Dataset entries:
++++

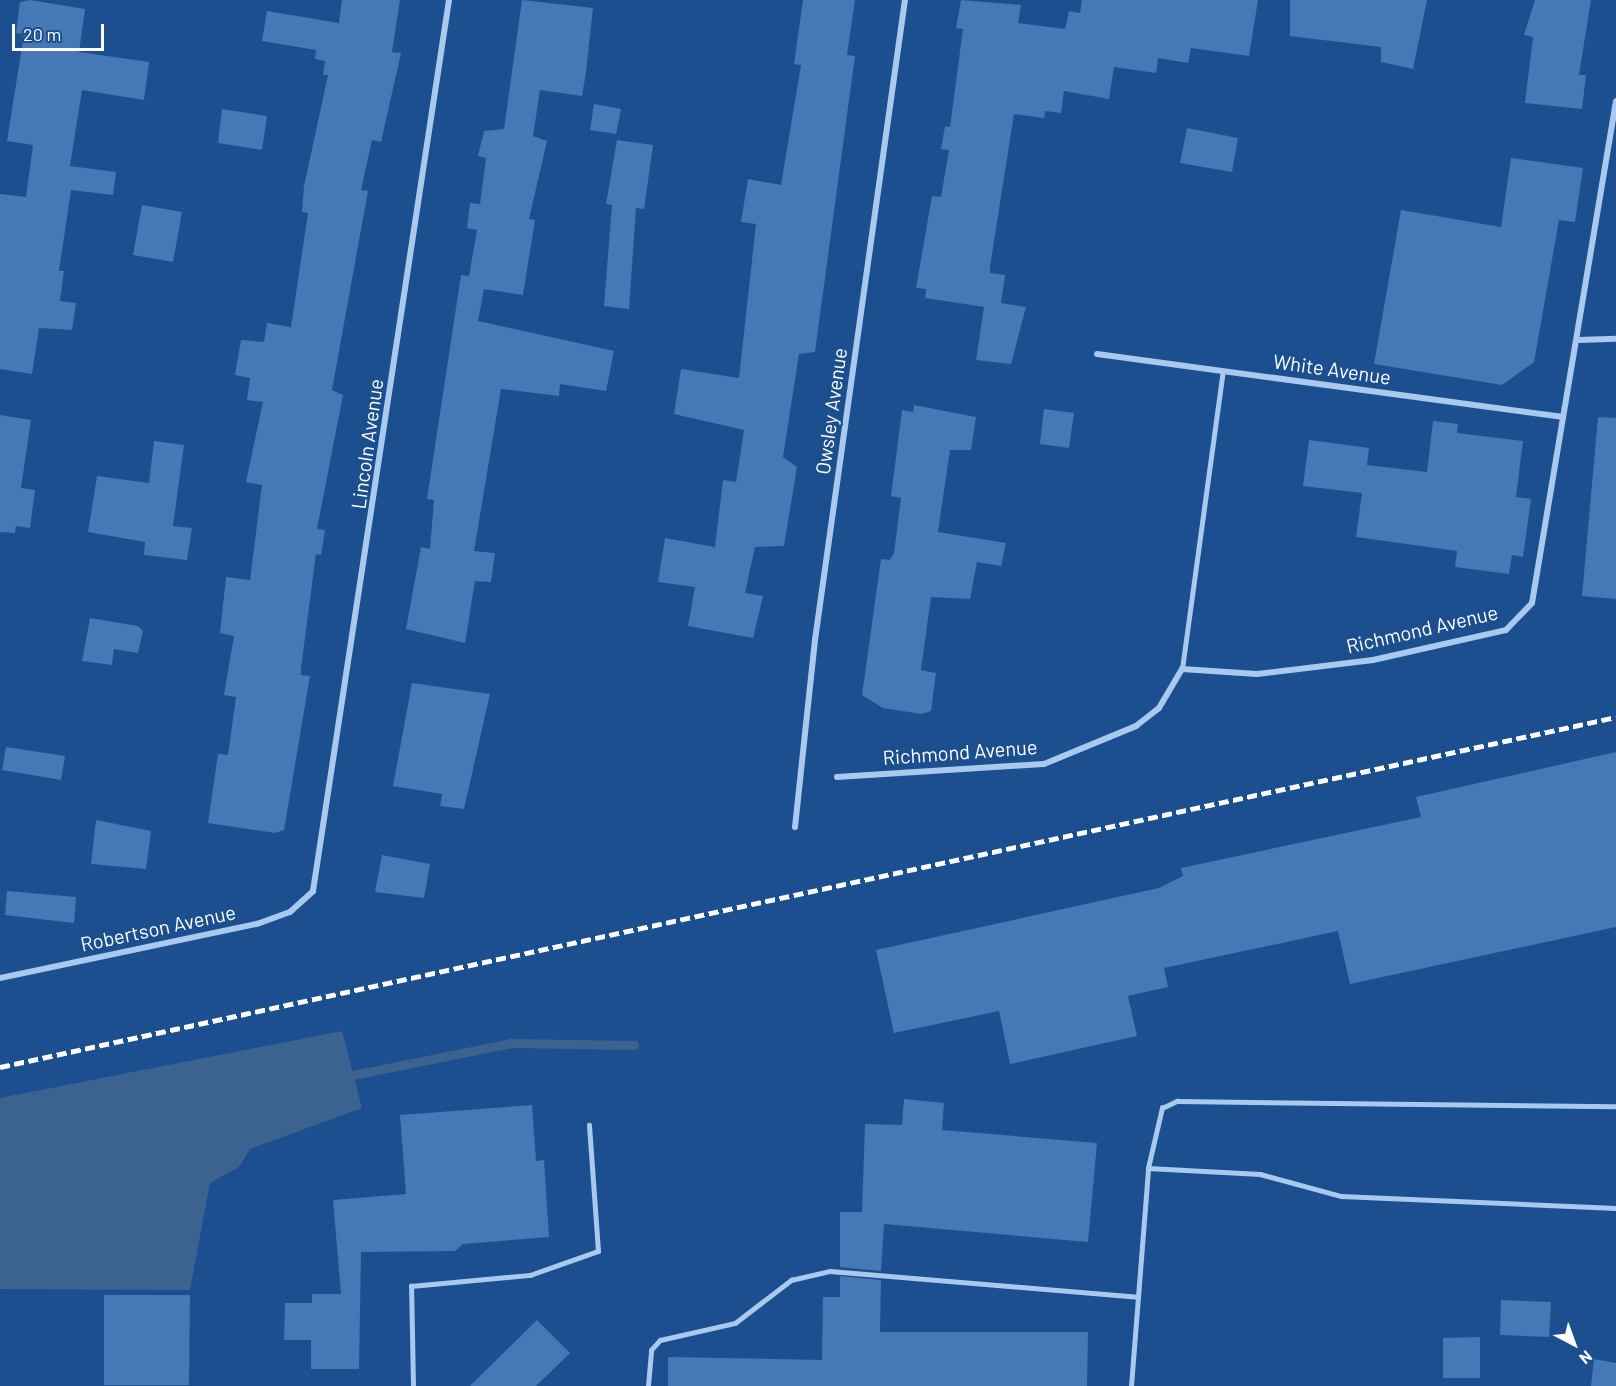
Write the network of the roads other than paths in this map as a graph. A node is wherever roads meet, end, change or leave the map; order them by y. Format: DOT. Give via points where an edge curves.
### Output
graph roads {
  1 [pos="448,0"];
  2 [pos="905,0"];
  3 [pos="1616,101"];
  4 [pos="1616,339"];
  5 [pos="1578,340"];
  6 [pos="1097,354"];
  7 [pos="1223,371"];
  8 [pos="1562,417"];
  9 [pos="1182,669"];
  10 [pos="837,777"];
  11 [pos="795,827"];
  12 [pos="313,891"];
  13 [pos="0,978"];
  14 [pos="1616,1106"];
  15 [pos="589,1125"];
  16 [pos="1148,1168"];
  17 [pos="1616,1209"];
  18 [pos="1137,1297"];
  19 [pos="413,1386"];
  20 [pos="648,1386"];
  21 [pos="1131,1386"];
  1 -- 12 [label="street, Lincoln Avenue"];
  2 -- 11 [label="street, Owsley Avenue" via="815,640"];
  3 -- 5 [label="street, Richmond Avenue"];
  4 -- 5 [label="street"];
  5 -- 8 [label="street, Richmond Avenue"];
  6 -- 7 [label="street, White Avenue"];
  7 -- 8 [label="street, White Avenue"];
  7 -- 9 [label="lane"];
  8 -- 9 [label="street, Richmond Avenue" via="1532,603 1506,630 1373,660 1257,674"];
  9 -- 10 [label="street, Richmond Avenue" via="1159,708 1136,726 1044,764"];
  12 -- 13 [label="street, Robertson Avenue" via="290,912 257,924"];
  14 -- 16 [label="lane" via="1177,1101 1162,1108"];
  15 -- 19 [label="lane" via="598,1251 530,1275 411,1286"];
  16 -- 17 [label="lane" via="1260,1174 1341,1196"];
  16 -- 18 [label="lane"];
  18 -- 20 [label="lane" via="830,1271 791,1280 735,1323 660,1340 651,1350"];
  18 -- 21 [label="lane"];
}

++++

THE PROBLEM:
Examine the records and pull out every line where the string "roads" occurs.

RESPONSE FOR THIS EXERCISE:
Write the network of the roads other than paths in this map as a graph. A node is wherever roads meet, end, change or leave the map; order them by y. Format: DOT. Give via points where an edge curves.
graph roads {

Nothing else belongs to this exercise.